◆ **WHAT THE TASK REQUIRES**
The copy you produce must hold every record exactly, and none of the images.
=======
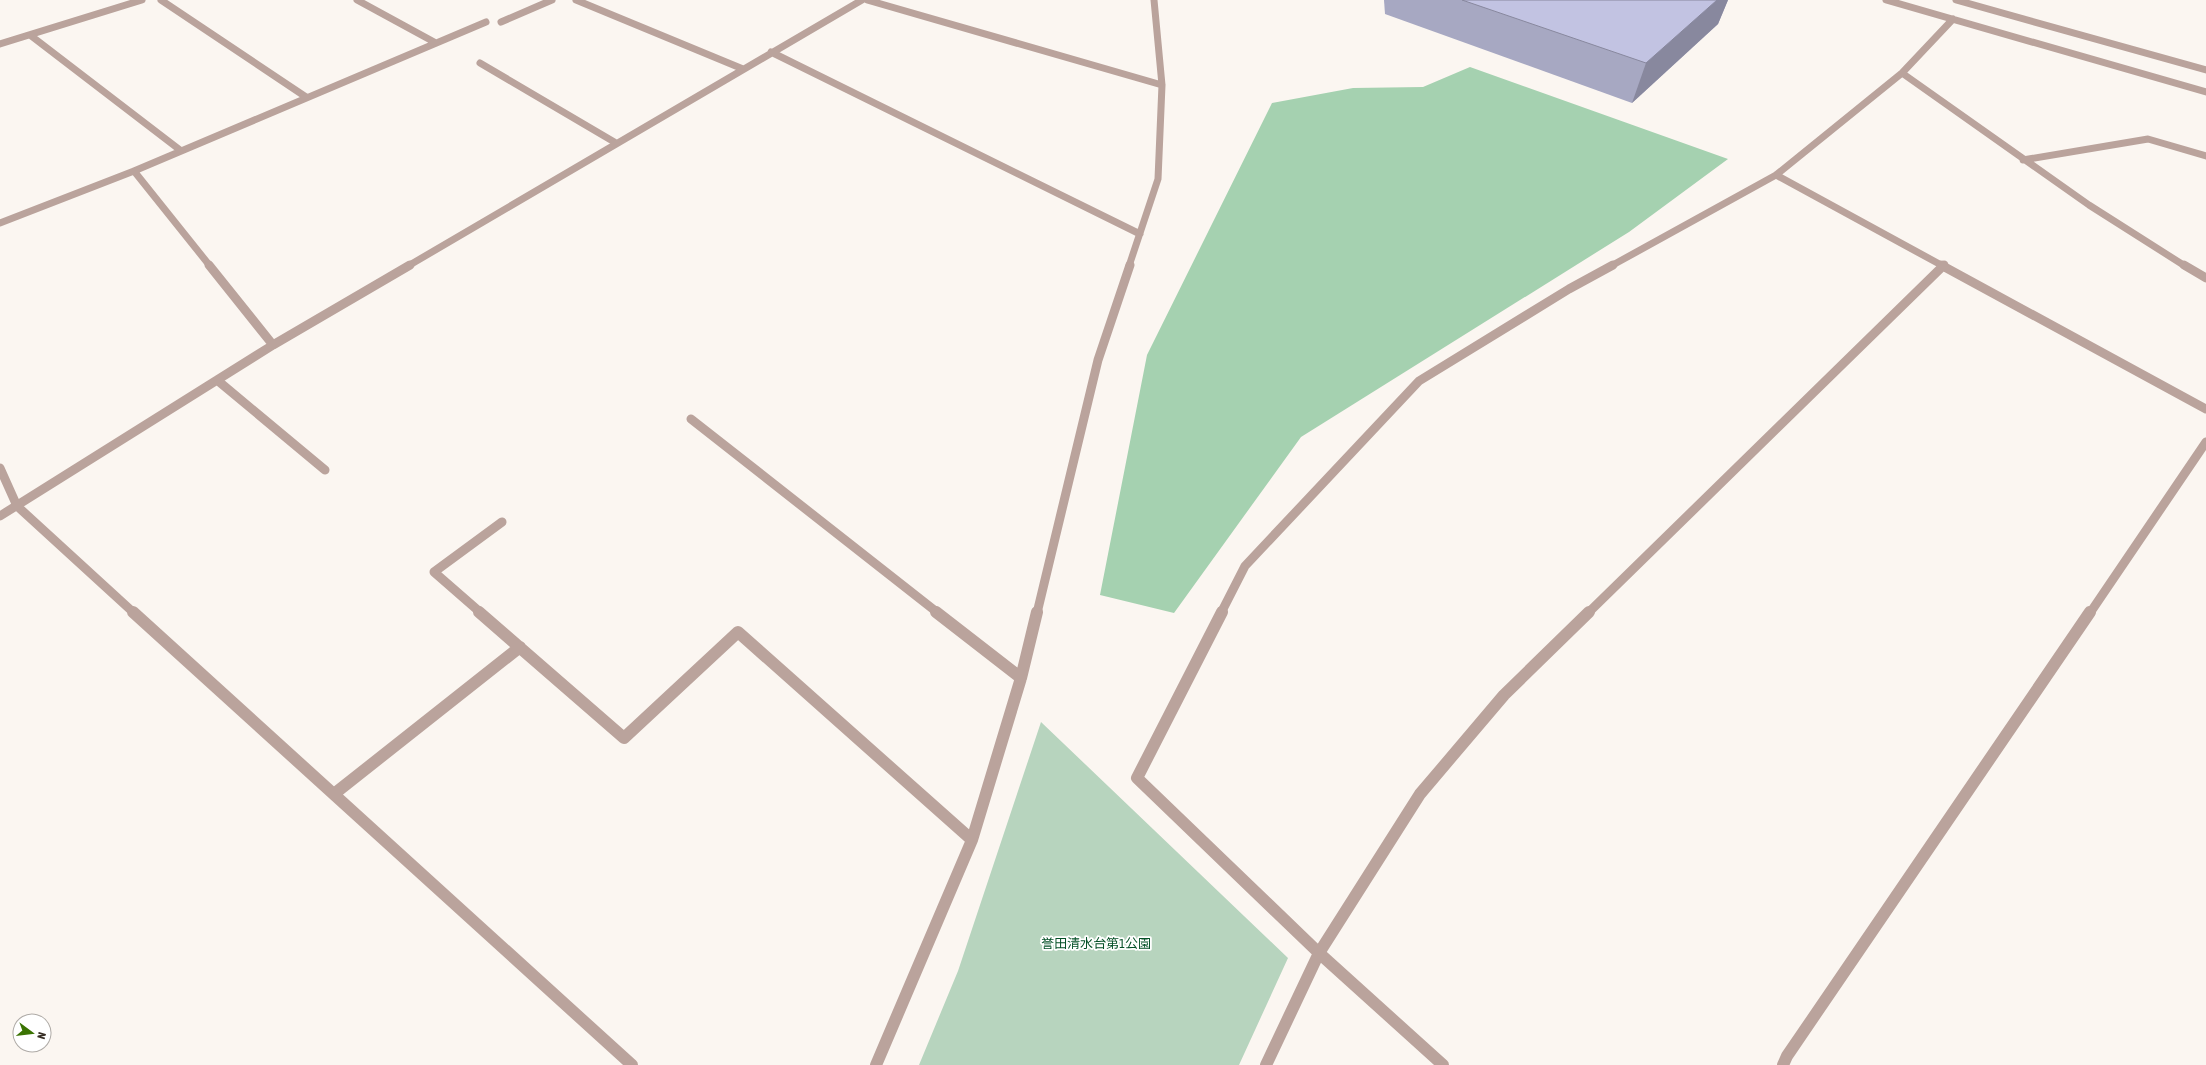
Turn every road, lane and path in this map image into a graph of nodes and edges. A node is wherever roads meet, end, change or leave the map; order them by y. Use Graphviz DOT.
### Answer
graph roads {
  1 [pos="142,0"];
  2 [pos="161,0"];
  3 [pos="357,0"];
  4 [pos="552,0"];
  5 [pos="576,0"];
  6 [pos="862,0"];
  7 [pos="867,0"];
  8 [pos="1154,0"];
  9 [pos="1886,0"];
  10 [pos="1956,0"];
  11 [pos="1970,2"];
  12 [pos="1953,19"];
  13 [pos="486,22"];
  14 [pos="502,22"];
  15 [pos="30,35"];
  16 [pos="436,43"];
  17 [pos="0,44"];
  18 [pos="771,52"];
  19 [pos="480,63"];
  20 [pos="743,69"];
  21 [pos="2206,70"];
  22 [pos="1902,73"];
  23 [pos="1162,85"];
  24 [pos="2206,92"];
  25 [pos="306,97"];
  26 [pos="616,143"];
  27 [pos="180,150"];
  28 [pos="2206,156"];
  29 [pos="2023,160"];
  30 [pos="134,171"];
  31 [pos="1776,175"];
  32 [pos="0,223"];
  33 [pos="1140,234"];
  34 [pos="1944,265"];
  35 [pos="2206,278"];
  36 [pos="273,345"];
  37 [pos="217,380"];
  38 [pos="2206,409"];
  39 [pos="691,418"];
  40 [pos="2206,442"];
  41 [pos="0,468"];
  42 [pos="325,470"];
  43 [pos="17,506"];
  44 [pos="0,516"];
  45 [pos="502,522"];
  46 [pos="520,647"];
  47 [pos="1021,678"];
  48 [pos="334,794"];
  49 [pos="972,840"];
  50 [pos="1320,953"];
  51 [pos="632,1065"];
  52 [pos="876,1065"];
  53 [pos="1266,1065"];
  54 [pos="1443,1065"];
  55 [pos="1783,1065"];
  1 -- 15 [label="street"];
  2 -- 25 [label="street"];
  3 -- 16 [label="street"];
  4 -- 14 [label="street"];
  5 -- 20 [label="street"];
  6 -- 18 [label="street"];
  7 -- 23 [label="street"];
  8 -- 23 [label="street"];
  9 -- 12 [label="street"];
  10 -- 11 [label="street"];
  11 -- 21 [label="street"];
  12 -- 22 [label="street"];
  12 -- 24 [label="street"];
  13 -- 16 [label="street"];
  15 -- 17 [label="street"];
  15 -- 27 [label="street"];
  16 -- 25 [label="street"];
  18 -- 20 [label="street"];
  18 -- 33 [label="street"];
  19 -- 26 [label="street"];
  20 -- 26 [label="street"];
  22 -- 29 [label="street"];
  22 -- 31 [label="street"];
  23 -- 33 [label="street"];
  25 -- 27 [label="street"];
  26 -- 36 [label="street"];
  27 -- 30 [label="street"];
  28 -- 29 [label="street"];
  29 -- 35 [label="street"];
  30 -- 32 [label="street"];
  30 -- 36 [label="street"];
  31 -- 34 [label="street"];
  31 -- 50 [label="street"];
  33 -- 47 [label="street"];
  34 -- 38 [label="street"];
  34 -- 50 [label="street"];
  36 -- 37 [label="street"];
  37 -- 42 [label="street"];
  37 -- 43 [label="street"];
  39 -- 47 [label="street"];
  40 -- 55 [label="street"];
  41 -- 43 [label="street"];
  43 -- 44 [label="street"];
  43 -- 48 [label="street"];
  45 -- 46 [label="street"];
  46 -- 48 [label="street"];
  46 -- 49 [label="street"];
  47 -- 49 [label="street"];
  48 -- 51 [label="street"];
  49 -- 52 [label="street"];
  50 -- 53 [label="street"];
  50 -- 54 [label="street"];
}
=======
◆ **ANSWER SECTION**
Turn every road, lane and path in this map image into a graph of nodes and edges. A node is wherever roads meet, end, change or leave the map; order them by y. Use Graphviz DOT.
### Answer
graph roads {
  1 [pos="142,0"];
  2 [pos="161,0"];
  3 [pos="357,0"];
  4 [pos="552,0"];
  5 [pos="576,0"];
  6 [pos="862,0"];
  7 [pos="867,0"];
  8 [pos="1154,0"];
  9 [pos="1886,0"];
  10 [pos="1956,0"];
  11 [pos="1970,2"];
  12 [pos="1953,19"];
  13 [pos="486,22"];
  14 [pos="502,22"];
  15 [pos="30,35"];
  16 [pos="436,43"];
  17 [pos="0,44"];
  18 [pos="771,52"];
  19 [pos="480,63"];
  20 [pos="743,69"];
  21 [pos="2206,70"];
  22 [pos="1902,73"];
  23 [pos="1162,85"];
  24 [pos="2206,92"];
  25 [pos="306,97"];
  26 [pos="616,143"];
  27 [pos="180,150"];
  28 [pos="2206,156"];
  29 [pos="2023,160"];
  30 [pos="134,171"];
  31 [pos="1776,175"];
  32 [pos="0,223"];
  33 [pos="1140,234"];
  34 [pos="1944,265"];
  35 [pos="2206,278"];
  36 [pos="273,345"];
  37 [pos="217,380"];
  38 [pos="2206,409"];
  39 [pos="691,418"];
  40 [pos="2206,442"];
  41 [pos="0,468"];
  42 [pos="325,470"];
  43 [pos="17,506"];
  44 [pos="0,516"];
  45 [pos="502,522"];
  46 [pos="520,647"];
  47 [pos="1021,678"];
  48 [pos="334,794"];
  49 [pos="972,840"];
  50 [pos="1320,953"];
  51 [pos="632,1065"];
  52 [pos="876,1065"];
  53 [pos="1266,1065"];
  54 [pos="1443,1065"];
  55 [pos="1783,1065"];
  1 -- 15 [label="street"];
  2 -- 25 [label="street"];
  3 -- 16 [label="street"];
  4 -- 14 [label="street"];
  5 -- 20 [label="street"];
  6 -- 18 [label="street"];
  7 -- 23 [label="street"];
  8 -- 23 [label="street"];
  9 -- 12 [label="street"];
  10 -- 11 [label="street"];
  11 -- 21 [label="street"];
  12 -- 22 [label="street"];
  12 -- 24 [label="street"];
  13 -- 16 [label="street"];
  15 -- 17 [label="street"];
  15 -- 27 [label="street"];
  16 -- 25 [label="street"];
  18 -- 20 [label="street"];
  18 -- 33 [label="street"];
  19 -- 26 [label="street"];
  20 -- 26 [label="street"];
  22 -- 29 [label="street"];
  22 -- 31 [label="street"];
  23 -- 33 [label="street"];
  25 -- 27 [label="street"];
  26 -- 36 [label="street"];
  27 -- 30 [label="street"];
  28 -- 29 [label="street"];
  29 -- 35 [label="street"];
  30 -- 32 [label="street"];
  30 -- 36 [label="street"];
  31 -- 34 [label="street"];
  31 -- 50 [label="street"];
  33 -- 47 [label="street"];
  34 -- 38 [label="street"];
  34 -- 50 [label="street"];
  36 -- 37 [label="street"];
  37 -- 42 [label="street"];
  37 -- 43 [label="street"];
  39 -- 47 [label="street"];
  40 -- 55 [label="street"];
  41 -- 43 [label="street"];
  43 -- 44 [label="street"];
  43 -- 48 [label="street"];
  45 -- 46 [label="street"];
  46 -- 48 [label="street"];
  46 -- 49 [label="street"];
  47 -- 49 [label="street"];
  48 -- 51 [label="street"];
  49 -- 52 [label="street"];
  50 -- 53 [label="street"];
  50 -- 54 [label="street"];
}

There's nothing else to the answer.